EXERCISE OBJECTIVE: Select, from the material below, each line with "roads" in it.

INFORMATION GIVEN:
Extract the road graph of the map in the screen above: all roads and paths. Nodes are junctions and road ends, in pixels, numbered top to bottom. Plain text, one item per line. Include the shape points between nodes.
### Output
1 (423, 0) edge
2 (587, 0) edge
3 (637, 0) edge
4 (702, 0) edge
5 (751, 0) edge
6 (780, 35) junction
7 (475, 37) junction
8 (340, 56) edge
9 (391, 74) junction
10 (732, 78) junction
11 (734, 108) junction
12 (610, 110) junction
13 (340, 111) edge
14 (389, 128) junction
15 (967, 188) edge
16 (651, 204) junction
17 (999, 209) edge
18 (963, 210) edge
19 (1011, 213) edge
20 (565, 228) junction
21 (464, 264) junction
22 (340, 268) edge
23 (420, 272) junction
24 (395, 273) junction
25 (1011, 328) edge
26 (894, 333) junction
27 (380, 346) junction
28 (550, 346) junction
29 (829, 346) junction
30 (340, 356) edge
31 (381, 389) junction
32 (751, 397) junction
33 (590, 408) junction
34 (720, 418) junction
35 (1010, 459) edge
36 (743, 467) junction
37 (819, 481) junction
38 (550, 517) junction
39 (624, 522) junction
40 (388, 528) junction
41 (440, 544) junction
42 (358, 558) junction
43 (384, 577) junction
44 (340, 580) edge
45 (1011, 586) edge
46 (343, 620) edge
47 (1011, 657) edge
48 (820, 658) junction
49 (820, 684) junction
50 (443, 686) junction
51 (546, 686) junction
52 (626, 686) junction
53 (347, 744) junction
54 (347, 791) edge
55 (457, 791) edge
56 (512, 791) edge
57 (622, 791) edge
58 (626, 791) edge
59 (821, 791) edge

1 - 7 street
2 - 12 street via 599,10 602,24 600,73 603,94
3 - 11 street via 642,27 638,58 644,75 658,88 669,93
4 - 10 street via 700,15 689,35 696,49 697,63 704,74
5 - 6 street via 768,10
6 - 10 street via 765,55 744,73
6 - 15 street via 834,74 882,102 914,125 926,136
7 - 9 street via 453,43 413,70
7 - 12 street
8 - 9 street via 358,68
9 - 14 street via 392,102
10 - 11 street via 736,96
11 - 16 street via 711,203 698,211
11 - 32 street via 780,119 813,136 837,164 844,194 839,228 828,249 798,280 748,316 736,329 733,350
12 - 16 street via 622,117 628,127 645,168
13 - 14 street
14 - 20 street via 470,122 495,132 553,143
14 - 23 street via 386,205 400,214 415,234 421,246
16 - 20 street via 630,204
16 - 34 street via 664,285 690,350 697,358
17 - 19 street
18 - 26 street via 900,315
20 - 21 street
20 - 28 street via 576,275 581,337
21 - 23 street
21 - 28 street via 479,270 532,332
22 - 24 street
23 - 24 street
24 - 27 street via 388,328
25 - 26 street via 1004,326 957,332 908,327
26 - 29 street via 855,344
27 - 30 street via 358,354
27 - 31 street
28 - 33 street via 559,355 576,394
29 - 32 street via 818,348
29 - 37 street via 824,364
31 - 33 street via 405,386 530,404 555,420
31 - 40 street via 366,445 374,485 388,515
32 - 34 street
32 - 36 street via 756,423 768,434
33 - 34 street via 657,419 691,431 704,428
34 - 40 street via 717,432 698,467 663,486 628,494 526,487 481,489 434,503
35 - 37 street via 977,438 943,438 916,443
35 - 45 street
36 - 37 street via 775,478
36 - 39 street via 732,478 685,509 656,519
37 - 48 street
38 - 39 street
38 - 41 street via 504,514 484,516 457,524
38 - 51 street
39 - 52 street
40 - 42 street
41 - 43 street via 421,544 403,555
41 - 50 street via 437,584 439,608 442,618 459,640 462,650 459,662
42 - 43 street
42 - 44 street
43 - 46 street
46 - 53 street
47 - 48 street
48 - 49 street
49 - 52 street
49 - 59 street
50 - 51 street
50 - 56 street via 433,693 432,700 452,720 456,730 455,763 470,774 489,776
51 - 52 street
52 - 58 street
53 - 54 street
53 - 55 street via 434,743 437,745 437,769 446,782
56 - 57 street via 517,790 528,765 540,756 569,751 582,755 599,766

---

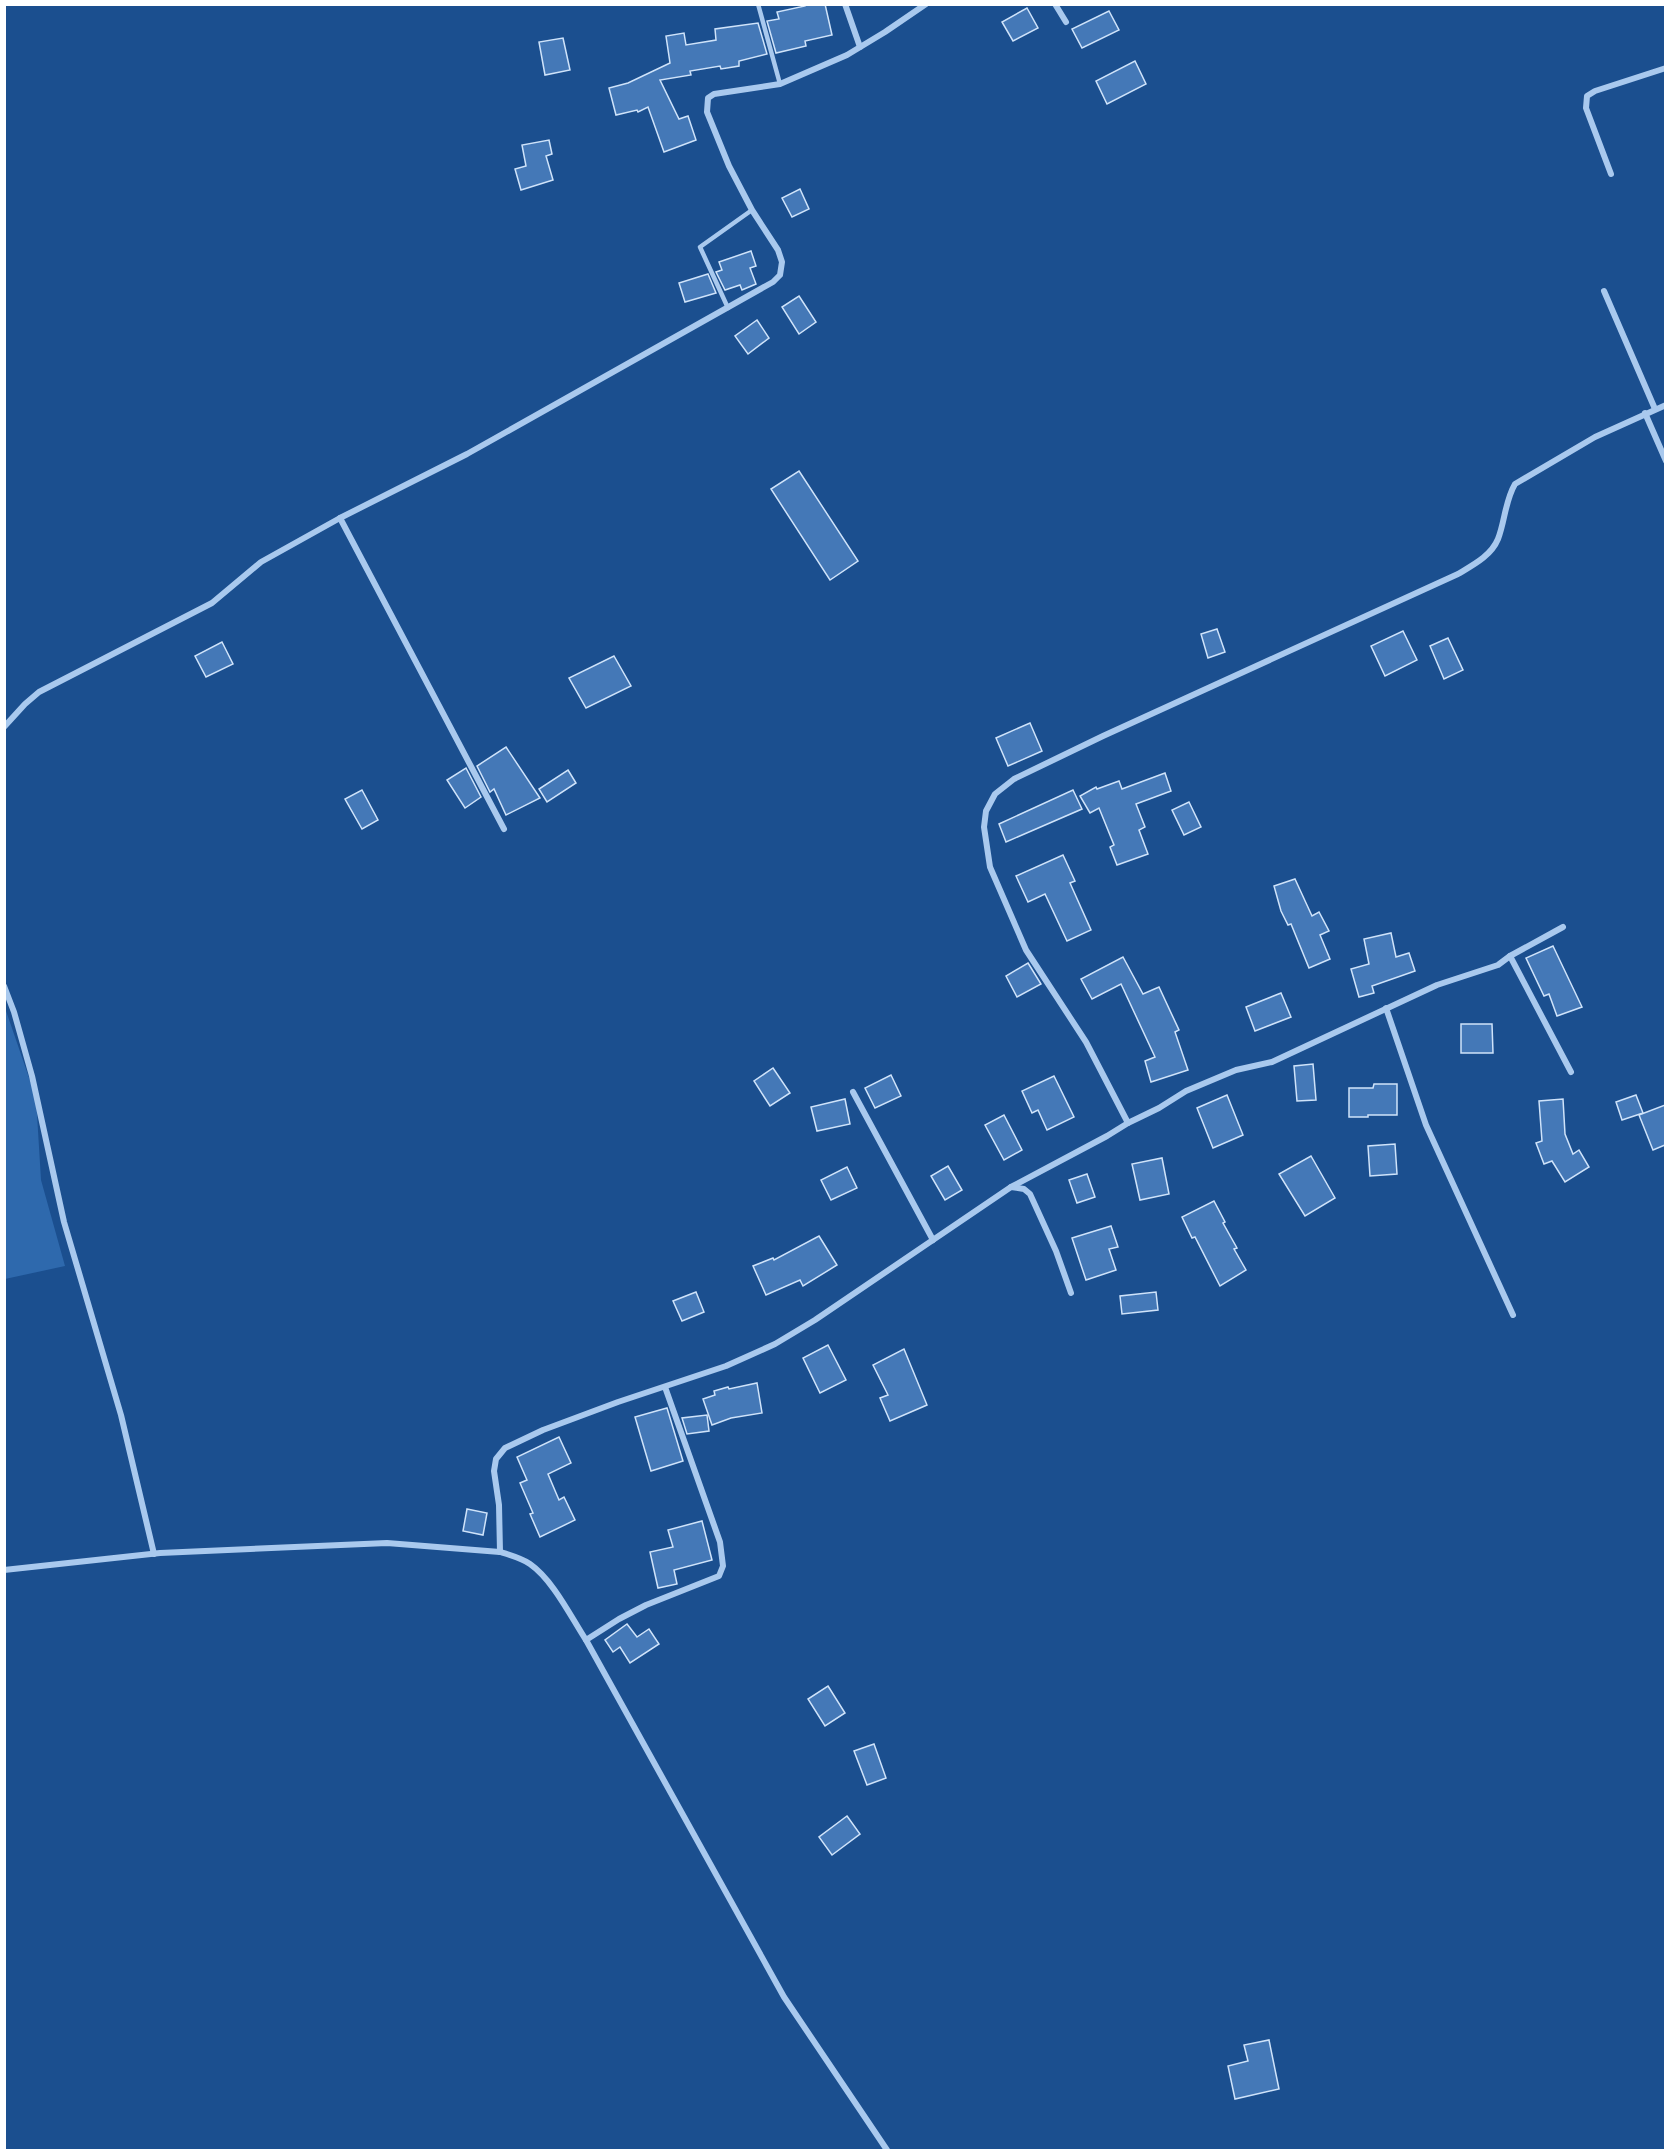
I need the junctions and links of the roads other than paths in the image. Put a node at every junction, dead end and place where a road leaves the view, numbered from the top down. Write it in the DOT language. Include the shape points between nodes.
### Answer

...

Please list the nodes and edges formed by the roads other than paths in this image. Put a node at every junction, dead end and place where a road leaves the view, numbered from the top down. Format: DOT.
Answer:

RESPONSE:
Extract the road graph of the map in the screen above: all roads and paths. Nodes are junctions and road ends, in pixels, numbered top to bottom. Plain text, one item per line. Include the shape points between nodes.
I need the junctions and links of the roads other than paths in the image. Put a node at every junction, dead end and place where a road leaves the view, numbered from the top down. Write it in the DOT language. Include the shape points between nodes.
Please list the nodes and edges formed by the roads other than paths in this image. Put a node at every junction, dead end and place where a road leaves the view, numbered from the top down. Format: DOT.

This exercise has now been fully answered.